Dangote
Business - 22 hours ago

Dangote Refinery: We Are Not Shutting Down, Petrol Supply Is Steady

Dangote Petroleum Refinery has dismissed reports suggesting it is shutting down for maintenance, calling the claims false and misleading.

The refinery says production is ongoing and stable, and that it can supply between 40 million and 50 million litres of Premium Motor Spirit (PMS) daily through January and February, depending on market demand.

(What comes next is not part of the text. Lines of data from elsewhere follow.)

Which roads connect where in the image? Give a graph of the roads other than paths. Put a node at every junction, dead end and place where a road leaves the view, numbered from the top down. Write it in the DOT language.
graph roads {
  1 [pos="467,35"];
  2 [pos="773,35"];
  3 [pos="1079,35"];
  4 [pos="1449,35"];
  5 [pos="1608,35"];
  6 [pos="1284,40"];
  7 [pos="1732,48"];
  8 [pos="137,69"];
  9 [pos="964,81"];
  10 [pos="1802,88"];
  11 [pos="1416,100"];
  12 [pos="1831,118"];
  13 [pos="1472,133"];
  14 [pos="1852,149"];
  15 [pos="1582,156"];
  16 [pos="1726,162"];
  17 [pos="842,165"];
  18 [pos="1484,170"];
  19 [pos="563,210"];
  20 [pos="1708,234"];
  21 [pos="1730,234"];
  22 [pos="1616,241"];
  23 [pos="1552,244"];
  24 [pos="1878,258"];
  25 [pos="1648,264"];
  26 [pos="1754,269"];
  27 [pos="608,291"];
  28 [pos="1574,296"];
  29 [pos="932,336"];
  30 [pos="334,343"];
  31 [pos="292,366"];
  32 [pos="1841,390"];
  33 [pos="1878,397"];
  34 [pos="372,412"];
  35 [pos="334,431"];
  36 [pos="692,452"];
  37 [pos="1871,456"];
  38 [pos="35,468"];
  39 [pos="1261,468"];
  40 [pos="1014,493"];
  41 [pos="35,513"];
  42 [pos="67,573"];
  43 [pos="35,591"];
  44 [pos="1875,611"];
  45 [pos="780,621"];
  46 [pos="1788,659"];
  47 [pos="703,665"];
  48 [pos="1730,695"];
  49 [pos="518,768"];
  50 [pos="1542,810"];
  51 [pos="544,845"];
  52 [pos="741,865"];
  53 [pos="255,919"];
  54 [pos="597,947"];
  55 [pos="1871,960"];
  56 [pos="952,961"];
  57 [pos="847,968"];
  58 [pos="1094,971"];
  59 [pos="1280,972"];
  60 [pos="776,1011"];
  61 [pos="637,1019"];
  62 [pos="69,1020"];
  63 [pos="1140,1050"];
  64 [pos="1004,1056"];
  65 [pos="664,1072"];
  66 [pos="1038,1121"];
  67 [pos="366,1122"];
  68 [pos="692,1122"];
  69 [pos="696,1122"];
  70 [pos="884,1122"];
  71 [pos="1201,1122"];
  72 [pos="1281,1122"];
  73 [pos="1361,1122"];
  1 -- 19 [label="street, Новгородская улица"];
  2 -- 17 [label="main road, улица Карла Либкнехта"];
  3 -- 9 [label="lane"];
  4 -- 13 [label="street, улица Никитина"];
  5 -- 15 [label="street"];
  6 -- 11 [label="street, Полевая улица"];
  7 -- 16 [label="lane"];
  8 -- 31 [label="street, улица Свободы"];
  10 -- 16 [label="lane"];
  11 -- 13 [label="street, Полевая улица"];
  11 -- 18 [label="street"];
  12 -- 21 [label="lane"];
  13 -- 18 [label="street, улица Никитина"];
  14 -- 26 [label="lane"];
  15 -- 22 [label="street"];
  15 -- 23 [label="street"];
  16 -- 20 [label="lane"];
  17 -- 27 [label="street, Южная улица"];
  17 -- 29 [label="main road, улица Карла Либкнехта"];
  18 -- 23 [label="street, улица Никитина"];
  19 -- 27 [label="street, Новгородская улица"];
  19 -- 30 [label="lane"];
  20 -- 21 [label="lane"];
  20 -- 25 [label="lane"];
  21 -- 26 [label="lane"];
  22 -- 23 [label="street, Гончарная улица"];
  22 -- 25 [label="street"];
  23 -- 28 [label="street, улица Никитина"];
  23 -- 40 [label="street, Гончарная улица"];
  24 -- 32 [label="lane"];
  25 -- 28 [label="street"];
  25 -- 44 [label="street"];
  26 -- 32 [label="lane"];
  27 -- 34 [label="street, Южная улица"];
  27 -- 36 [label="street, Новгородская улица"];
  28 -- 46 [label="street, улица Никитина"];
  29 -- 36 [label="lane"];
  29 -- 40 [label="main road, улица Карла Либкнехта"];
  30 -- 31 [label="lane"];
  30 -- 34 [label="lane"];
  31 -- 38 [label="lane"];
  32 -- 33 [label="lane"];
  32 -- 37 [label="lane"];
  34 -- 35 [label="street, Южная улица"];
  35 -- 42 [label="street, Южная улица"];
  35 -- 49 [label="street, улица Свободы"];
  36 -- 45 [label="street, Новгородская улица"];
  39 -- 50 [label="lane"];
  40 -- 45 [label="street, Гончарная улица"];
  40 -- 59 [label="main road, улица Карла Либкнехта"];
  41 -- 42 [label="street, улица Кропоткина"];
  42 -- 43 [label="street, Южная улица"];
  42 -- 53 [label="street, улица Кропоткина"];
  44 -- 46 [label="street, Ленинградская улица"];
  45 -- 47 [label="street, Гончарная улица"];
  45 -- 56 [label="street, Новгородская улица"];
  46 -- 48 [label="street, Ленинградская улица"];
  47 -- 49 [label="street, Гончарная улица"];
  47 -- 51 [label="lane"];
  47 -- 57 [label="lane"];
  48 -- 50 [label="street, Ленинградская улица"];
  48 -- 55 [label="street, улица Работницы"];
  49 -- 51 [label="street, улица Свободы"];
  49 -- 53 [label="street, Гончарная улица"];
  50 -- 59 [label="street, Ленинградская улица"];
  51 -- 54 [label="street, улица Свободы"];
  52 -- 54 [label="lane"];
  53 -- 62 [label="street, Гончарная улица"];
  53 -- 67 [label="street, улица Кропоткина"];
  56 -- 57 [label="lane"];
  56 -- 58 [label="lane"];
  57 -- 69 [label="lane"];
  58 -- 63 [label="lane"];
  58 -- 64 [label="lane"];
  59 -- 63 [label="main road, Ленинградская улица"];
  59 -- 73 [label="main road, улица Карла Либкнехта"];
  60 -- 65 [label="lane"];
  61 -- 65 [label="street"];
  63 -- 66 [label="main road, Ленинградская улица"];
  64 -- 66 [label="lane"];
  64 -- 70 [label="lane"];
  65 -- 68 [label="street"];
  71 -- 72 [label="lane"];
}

In its update, the refinery stressed that Nigeria is not facing a supply shock from its operations. It said that on January 4, it produced 50 million litres of PMS and evacuated 48 million litres through its gantry, adding that its current stock level covers more than 20 days of national consumption.

Why the Shutdown Story Spread

The refinery’s statement comes at a time when public anxiety around petrol pricing and availability is high. Nigerians have watched pump prices change quickly, while marketers and importers continue to debate supply costs, foreign exchange pressure, and distribution challenges.

Dangote Refinery argues that shutdown rumours can trigger panic buying and hoarding, and create room for price increases that do not reflect real supply conditions.

Maintenance, But Not a Full Stop

Dangote Refinery clarified that routine maintenance is normal in large industrial plants and does not automatically mean operations have stopped.

According to the refinery, maintenance work on specific units, such as the Crude Distillation Unit (CDU) and the Residual Fluid Catalytic Cracking (RFCC), does not interrupt overall production because the plant’s integrated design keeps key outputs running.

It added that other critical units, including the Naphtha Hydrotreater, CCR Reformer, and Hydrocracker, remain operational, producing PMS, diesel (AGO), and Jet A-1.

Daily Loading Figures and What They Mean

To support its claim of steady supply, the refinery said that from December 16, 2025 to date, it has been loading between 31 million and 48 million litres of PMS daily from its gantry, in line with market demand.

It also stated that these volumes can be verified using depot loading records maintained by the Nigerian Midstream and Downstream Petroleum Regulatory Authority (NMDPRA).

The ₦699 Ex-Gantry Price and the Refinery’s Message to Marketers

Dangote Refinery also reaffirmed its ex-gantry price of ₦699 per litre for PMS, saying the price is available to all marketers and bulk buyers.

It encouraged filling stations, large-scale users, and institutional consumers to buy locally refined fuel rather than depend on imports, arguing that local supply is cheaper, more reliable, and of high quality.

The refinery’s position is that cheaper local supply should translate into relief at the pump if marketers choose to pass on the benefit instead of widening margins.

“Without Our Refinery…” The ₦1,400 Warning

The refinery accused some fuel importers of pushing false reports to justify what it described as “unwarranted” increases in petrol pump prices. It warned that without domestic refining, pump prices could rise as high as ₦1,400 per litre in a post-subsidy environment.

In its view, local refining is now acting as a stabilising force in Nigeria’s fuel market, reducing the impact of imported supply costs and foreign exchange pressure.